As of Jan. 1, 2004, there were nearly 14,800 active registered pension plans in Canada, covering nearly 5.6 million members. The percentage of paid workers covered by an RPP stood at 45% in 1991, little changed from the coverage rate of 46% some 14 years earlier. Since then, however, the rate fell steadily to 39% in 2003.
Since 1977, the RPP coverage rate for the private sector has been steadily decreasing, from 35% in 1977 to about 27% in 2003. In the public sector, the coverage rate has always been much higher. In 2003, over 86% of workers in that sector were covered by an RPP.
At the end of 2003, total annual contributions to RPPs stood at $29 billion, up 36% from 2001. This increase, the largest on record, is due to a 52% jump in employer contributions. Employee contributions increased only 9%. Employer contributions rose sharply because many plan managers had to increase contributions, or resume them after a “contribution holiday,” to avoid or at least reduce unfunded liabilities. Prior to 2003, employer contributions (adjusting for inflation) had generally been decreasing since 1993.

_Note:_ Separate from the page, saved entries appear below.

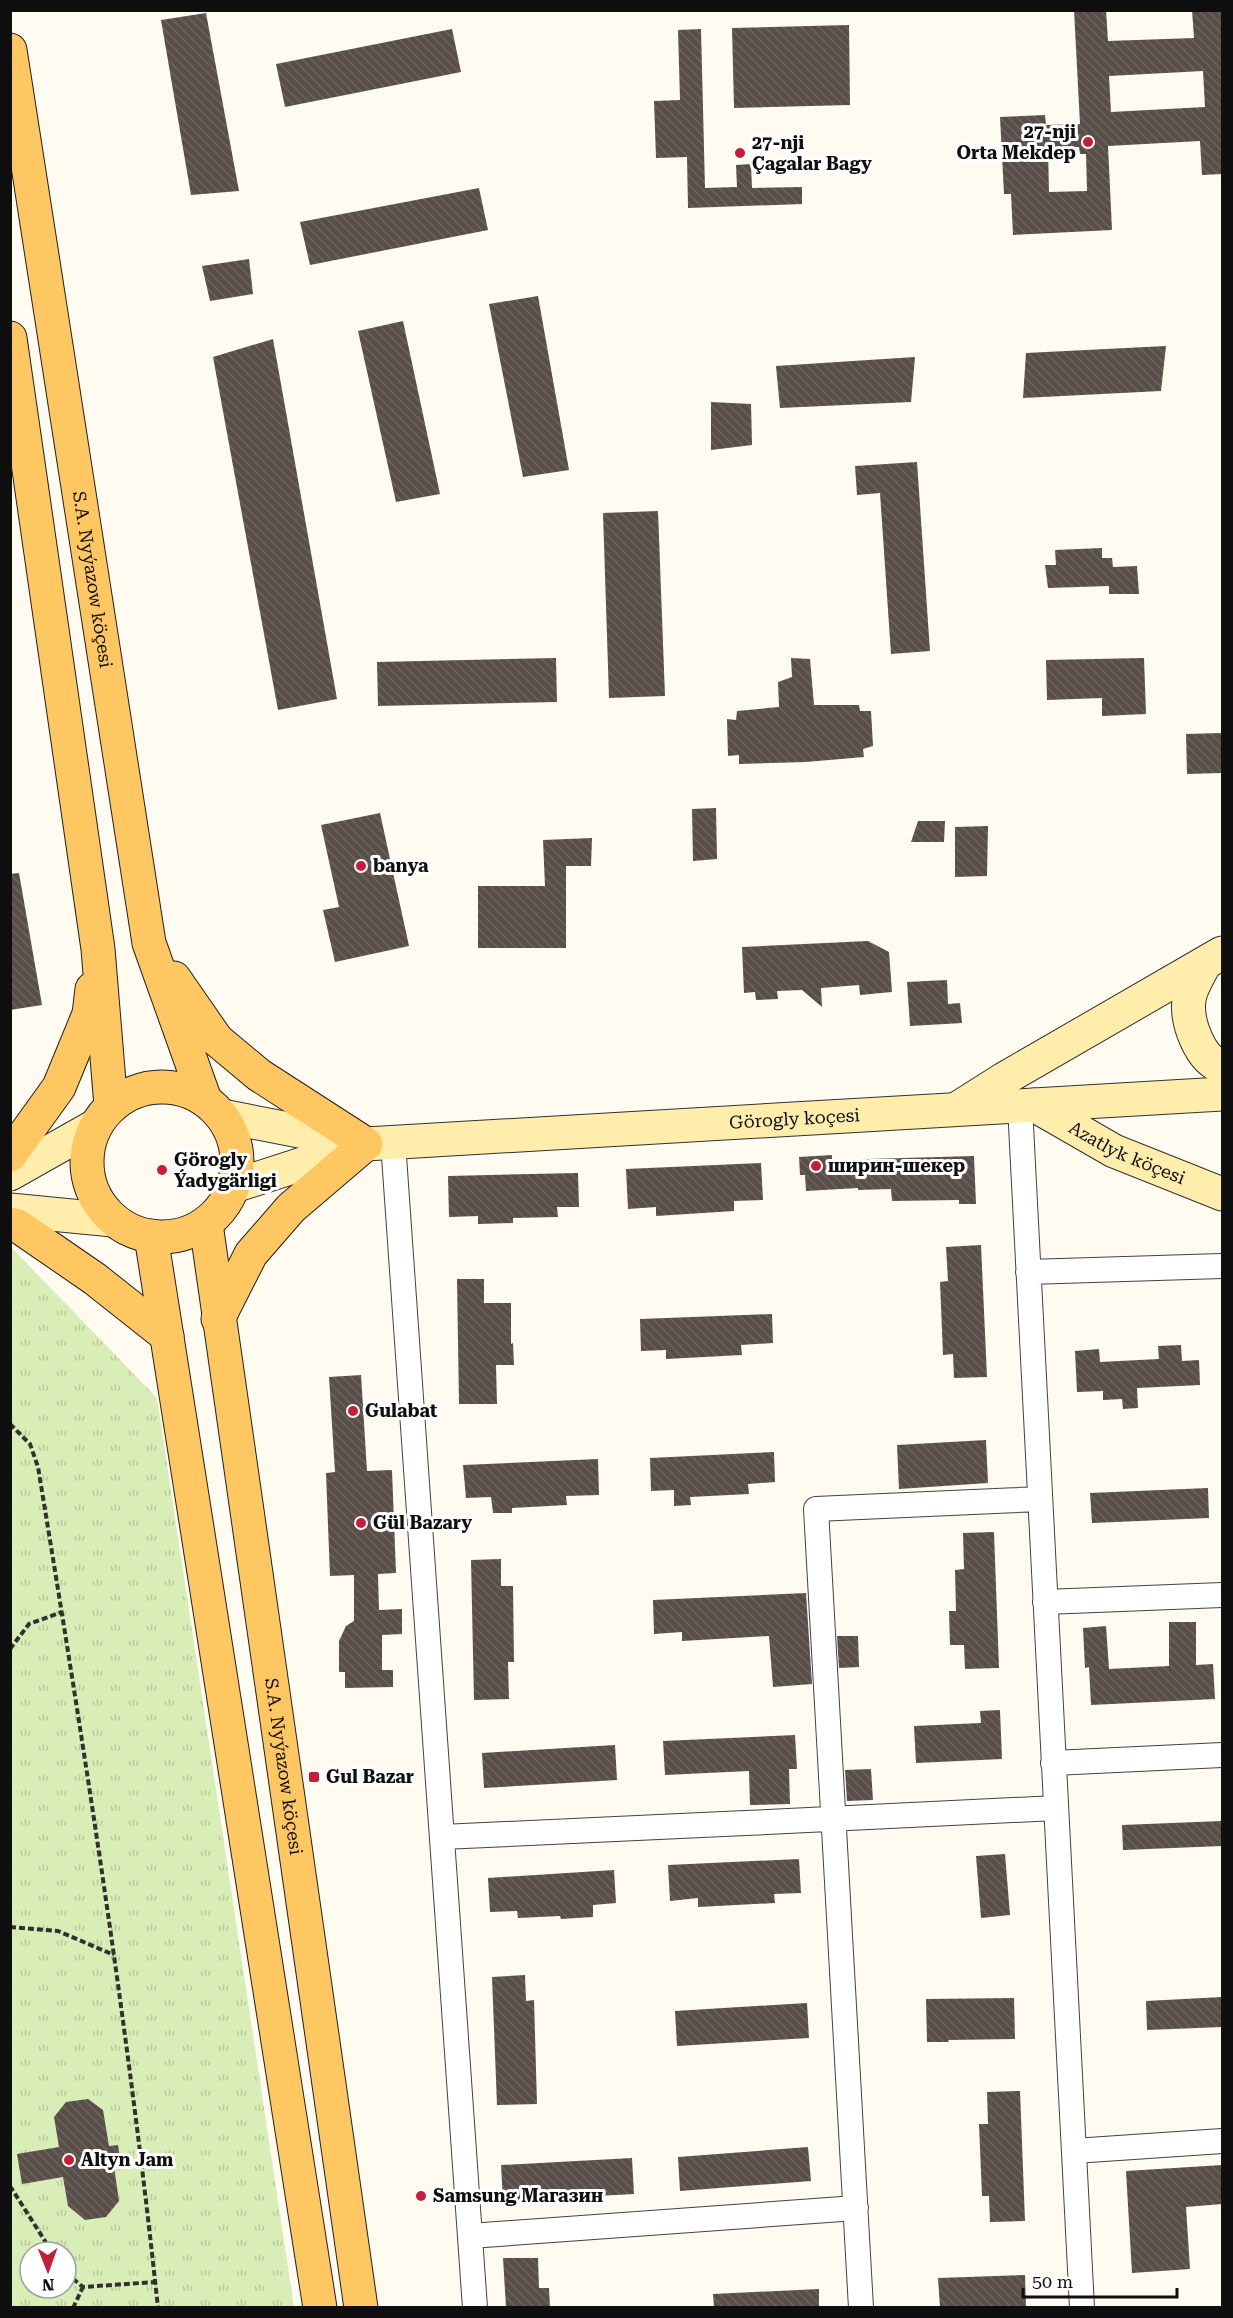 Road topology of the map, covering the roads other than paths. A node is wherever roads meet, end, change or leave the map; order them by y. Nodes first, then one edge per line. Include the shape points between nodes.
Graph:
1 (10, 51) edge
2 (10, 338) edge
3 (149, 943) junction
4 (98, 949) junction
5 (1213, 959) edge
6 (1222, 1067) edge
7 (1222, 1094) edge
8 (1027, 1105) junction
9 (214, 1108) junction
10 (956, 1109) junction
11 (103, 1116) junction
12 (380, 1143) junction
13 (10, 1155) edge
14 (10, 1174) edge
15 (234, 1186) junction
16 (1222, 1194) edge
17 (10, 1210) edge
18 (113, 1220) junction
19 (10, 1224) edge
20 (206, 1224) junction
21 (151, 1236) junction
22 (1222, 1266) edge
23 (1028, 1272) junction
24 (218, 1319) junction
25 (167, 1336) junction
26 (1040, 1499) junction
27 (1222, 1595) edge
28 (1045, 1602) junction
29 (1222, 1755) edge
30 (1053, 1763) junction
31 (1056, 1808) junction
32 (834, 1818) junction
33 (442, 1837) junction
34 (1222, 2141) edge
35 (1074, 2151) junction
36 (856, 2208) junction
37 (470, 2236) junction
38 (320, 2307) edge
39 (361, 2307) edge
40 (475, 2307) edge
41 (861, 2307) edge
42 (1082, 2307) edge

1 - 3 main road, S.A. Nyýazow köçesi
2 - 4 main road
3 - 9 main road, S.A. Nyýazow köçesi
3 - 12 main road via 217,1040 259,1075
4 - 11 main road
4 - 13 main road via 89,1014 59,1087
5 - 6 street via 1189,999 1194,1037 1214,1064
5 - 10 street
7 - 8 street, Görogly koçesi
8 - 10 street, Görogly koçesi
8 - 16 street, Azatlyk köçesi via 1114,1151
8 - 23 street
9 - 11 main road via 182,1090 157,1087 132,1093
9 - 12 street
9 - 15 main road via 234,1138 238,1162
10 - 12 street, Görogly koçesi
11 - 14 street
11 - 18 main road via 87,1151 87,1176 96,1200
12 - 15 street
12 - 24 main road via 291,1208 251,1254
12 - 33 street
15 - 20 main road via 223,1207
17 - 18 street
18 - 21 main road via 135,1233
19 - 25 main road via 95,1279
20 - 21 main road via 184,1234
20 - 24 main road, S.A. Nyýazow köçesi
21 - 25 main road
22 - 23 street
23 - 26 street
24 - 39 main road, S.A. Nyýazow köçesi
25 - 38 main road
26 - 28 street
26 - 32 street via 816,1509
27 - 28 street
28 - 30 street
29 - 30 street
30 - 31 street
31 - 32 street
31 - 35 street
32 - 33 street
32 - 36 street
33 - 37 street
34 - 35 street
35 - 42 street
36 - 37 street
36 - 41 street
37 - 40 street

About 5.6 million people, or 38% of all eligible taxfilers aged 25 to 64, made normal contributions to RRSPs in 2004, totaling $25.2 billion. The proportion was up slightly from 36% in 1992. Between 1992 and 2004, the biggest increase in the number of contributors to RRSPs occurred in older age groups. The average contribution was also highest for the older age groups.
The total RRSP room available to taxfilers aged 25 to 64 reached $367.3 billion in 2004, 4.5 times higher than it was in 1992, taking inflation into account. The share of room used has continued to drop, from 20% in 1992 to 7% in 2004. The bulk of the unused room is held by low-income taxfilers, who may not be in a financial position to contribute.
Although taxfilers aged 25 to 64 contributed over $25 billion to RRSPs in 2004, they also withdrew significant amounts that year. Over 1.4 million Canadians, or 9% of all taxfilers, received about $7 billion in RRSP income, an average of $4,905 per person. This average is, however, down significantly from $6,918 in 1994. This RRSP income was mainly in the form of withdrawals. Although it also includes annuities, they are less common among persons under 65.
@page_break@Nearly 1.4 million RRSP holders aged 25 to 64 cashed in all or part of their RRSP savings under the Home Buyers Plan, to at least partially finance the purchase or building of a home. Close to 9% of taxfilers in this age group took advantage of this program in 2004, withdrawing in total $14.2 billion.
The Lifelong Learning Plan was introduced in 1999. The latest statistics indicate that it is still not heavily used. In 2004, less than half a percent of taxfilers aged 25 to 64 withdrew money under the LLP. These 49,000 individuals withdrew more than $363 million from their RRSP to finance full-time education or training.